— What you are asked to do —
For every line of the material below, check for the string "Cross" and return the line if it is there.

::::::::::

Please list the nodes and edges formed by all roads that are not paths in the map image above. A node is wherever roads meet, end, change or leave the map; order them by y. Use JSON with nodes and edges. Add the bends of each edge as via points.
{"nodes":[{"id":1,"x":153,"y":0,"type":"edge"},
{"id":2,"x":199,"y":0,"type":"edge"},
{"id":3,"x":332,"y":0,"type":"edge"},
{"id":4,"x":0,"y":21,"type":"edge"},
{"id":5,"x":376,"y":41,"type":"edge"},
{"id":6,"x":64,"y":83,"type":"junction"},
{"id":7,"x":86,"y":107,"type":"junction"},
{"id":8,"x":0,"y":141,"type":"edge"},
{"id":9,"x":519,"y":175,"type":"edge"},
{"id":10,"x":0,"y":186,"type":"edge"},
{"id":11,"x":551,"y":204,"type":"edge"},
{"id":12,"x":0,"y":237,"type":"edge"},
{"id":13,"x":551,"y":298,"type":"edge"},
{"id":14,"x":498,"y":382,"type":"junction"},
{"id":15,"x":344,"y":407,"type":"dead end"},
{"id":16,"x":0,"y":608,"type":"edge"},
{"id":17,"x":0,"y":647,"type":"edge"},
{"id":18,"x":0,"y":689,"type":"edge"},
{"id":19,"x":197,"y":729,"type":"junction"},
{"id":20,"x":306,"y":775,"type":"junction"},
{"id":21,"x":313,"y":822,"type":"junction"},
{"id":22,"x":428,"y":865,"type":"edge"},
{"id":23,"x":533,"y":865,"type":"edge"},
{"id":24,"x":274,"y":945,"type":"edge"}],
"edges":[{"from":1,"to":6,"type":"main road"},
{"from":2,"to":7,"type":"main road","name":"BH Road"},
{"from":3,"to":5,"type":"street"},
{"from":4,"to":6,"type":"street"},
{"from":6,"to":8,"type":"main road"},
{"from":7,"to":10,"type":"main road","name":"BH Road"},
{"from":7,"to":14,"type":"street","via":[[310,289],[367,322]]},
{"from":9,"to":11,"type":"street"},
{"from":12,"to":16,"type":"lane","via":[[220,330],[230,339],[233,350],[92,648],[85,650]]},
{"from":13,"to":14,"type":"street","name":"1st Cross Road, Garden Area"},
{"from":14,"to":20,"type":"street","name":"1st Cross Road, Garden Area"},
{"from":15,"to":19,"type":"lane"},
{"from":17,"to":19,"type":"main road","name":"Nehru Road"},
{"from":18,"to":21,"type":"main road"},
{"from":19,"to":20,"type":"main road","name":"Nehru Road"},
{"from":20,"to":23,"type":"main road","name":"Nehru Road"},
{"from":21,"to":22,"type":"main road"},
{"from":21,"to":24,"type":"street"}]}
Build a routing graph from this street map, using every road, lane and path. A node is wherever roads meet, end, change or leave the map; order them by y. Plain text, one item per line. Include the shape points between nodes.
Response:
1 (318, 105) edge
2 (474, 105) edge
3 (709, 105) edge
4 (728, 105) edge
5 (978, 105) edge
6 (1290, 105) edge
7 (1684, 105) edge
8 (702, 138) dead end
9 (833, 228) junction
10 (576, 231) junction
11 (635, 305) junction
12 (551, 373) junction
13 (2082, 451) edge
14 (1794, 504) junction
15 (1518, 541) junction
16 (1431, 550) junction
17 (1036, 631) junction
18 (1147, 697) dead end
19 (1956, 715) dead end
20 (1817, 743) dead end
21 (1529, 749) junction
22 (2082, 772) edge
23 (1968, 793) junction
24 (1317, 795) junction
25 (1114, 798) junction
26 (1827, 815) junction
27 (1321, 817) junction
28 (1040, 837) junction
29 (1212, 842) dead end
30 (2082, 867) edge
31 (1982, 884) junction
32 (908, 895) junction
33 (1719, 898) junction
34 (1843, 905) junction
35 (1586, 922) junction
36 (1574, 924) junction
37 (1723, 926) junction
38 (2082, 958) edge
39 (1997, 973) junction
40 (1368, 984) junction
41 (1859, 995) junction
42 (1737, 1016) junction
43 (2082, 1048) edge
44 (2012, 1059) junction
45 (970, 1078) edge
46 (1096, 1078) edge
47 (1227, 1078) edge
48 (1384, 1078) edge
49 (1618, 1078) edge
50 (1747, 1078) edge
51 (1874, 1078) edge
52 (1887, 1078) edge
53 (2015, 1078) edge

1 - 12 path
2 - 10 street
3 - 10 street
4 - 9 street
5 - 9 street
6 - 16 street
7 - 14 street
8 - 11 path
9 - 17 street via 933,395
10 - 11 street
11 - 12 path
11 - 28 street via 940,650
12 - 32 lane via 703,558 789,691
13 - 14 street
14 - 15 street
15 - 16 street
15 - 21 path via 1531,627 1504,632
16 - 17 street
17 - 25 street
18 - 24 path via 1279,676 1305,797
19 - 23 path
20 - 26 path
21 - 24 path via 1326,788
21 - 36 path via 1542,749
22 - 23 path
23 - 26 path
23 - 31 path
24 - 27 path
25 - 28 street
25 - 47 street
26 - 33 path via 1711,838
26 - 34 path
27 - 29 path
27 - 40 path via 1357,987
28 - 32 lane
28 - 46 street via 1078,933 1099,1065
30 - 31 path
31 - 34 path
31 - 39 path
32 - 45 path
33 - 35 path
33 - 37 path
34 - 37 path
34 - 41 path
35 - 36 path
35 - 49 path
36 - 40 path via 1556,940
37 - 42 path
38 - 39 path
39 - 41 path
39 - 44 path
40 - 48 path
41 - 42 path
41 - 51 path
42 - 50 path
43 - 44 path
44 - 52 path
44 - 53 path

::::::::::

— Output below —
{"from":13,"to":14,"type":"street","name":"1st Cross Road, Garden Area"},
{"from":14,"to":20,"type":"street","name":"1st Cross Road, Garden Area"},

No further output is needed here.